Closed
Description
Regex
currently has two constructors, Regex::new
and Regex::with_size_limit
. The latter is the same as the former, except it allows one to bound the size of the compiled program. The idea is here to control how much memory is used if a regex is compiled from an untrusted source.
There are other knobs that seem useful for exposing to the user:
- The recursion limit used in
regex-syntax
for recursively simplifying a regex. (It'd be nice to move this to a stack on the heap, but it seems tricky.) - The cache size used in the lazy DFA. For regexes that create lots of distinct states, it's possible to realize big gains if you're willing to spend the memory to do it. Currently, it is set to a constant of ~2MB.
There are other knobs that maybe shouldn't be exposed, but could:
- Control the budget for extracting literal prefixes.

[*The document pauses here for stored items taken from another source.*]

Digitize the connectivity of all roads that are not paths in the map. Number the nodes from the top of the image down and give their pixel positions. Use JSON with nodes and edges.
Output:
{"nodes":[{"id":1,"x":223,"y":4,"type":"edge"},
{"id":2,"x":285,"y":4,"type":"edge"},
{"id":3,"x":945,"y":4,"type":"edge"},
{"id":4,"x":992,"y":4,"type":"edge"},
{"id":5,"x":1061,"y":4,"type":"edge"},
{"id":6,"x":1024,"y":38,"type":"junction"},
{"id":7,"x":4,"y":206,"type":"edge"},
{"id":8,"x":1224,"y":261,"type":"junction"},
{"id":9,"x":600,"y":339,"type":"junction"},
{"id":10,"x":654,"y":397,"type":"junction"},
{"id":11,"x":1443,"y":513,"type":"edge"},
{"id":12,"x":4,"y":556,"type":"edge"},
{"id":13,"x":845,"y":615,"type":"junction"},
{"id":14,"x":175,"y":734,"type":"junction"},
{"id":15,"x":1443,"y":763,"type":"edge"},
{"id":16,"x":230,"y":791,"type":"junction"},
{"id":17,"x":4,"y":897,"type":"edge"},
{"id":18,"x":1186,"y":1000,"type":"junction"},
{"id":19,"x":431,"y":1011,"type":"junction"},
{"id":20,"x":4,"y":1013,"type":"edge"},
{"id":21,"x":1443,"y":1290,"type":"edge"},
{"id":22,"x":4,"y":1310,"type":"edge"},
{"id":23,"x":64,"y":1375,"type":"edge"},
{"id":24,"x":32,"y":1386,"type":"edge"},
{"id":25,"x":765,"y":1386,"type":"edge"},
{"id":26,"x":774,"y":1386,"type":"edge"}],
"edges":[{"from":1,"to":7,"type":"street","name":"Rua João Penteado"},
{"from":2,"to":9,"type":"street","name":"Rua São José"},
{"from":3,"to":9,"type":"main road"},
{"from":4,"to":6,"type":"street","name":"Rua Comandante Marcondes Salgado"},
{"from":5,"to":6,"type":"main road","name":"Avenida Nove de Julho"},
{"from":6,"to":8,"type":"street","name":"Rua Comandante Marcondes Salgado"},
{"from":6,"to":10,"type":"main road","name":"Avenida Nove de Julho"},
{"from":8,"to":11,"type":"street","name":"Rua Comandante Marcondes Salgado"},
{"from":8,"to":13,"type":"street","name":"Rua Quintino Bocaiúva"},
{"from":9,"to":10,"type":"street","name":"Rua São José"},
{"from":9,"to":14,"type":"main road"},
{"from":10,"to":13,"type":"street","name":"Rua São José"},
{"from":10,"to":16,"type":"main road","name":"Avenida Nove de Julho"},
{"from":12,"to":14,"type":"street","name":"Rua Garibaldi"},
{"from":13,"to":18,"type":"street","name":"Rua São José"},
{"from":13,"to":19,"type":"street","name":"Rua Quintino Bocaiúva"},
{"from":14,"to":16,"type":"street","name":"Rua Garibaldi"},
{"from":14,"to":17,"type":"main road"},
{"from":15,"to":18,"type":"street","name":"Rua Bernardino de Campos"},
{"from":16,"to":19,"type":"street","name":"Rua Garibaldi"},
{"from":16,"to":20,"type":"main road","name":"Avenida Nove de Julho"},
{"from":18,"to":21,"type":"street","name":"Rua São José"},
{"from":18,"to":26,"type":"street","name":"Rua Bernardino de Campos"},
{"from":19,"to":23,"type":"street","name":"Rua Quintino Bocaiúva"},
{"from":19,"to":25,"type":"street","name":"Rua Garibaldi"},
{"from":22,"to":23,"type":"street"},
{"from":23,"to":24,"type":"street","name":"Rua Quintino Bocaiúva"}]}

- Control whether the DFA is used. (There exists regexes and inputs where avoiding the lazy DFA is actually faster, but it's probably hard to know when this is without some experience with the internals of this crate.)
- Control whether common suffixes are factored out of compiled programs. This could reduce compilation times at the expense of bigger programs.
It's not clear what, if any, of these things should be exposed. I feel like the knobs that control memory bounds should be accessible to callers, because when you need them, you really need them.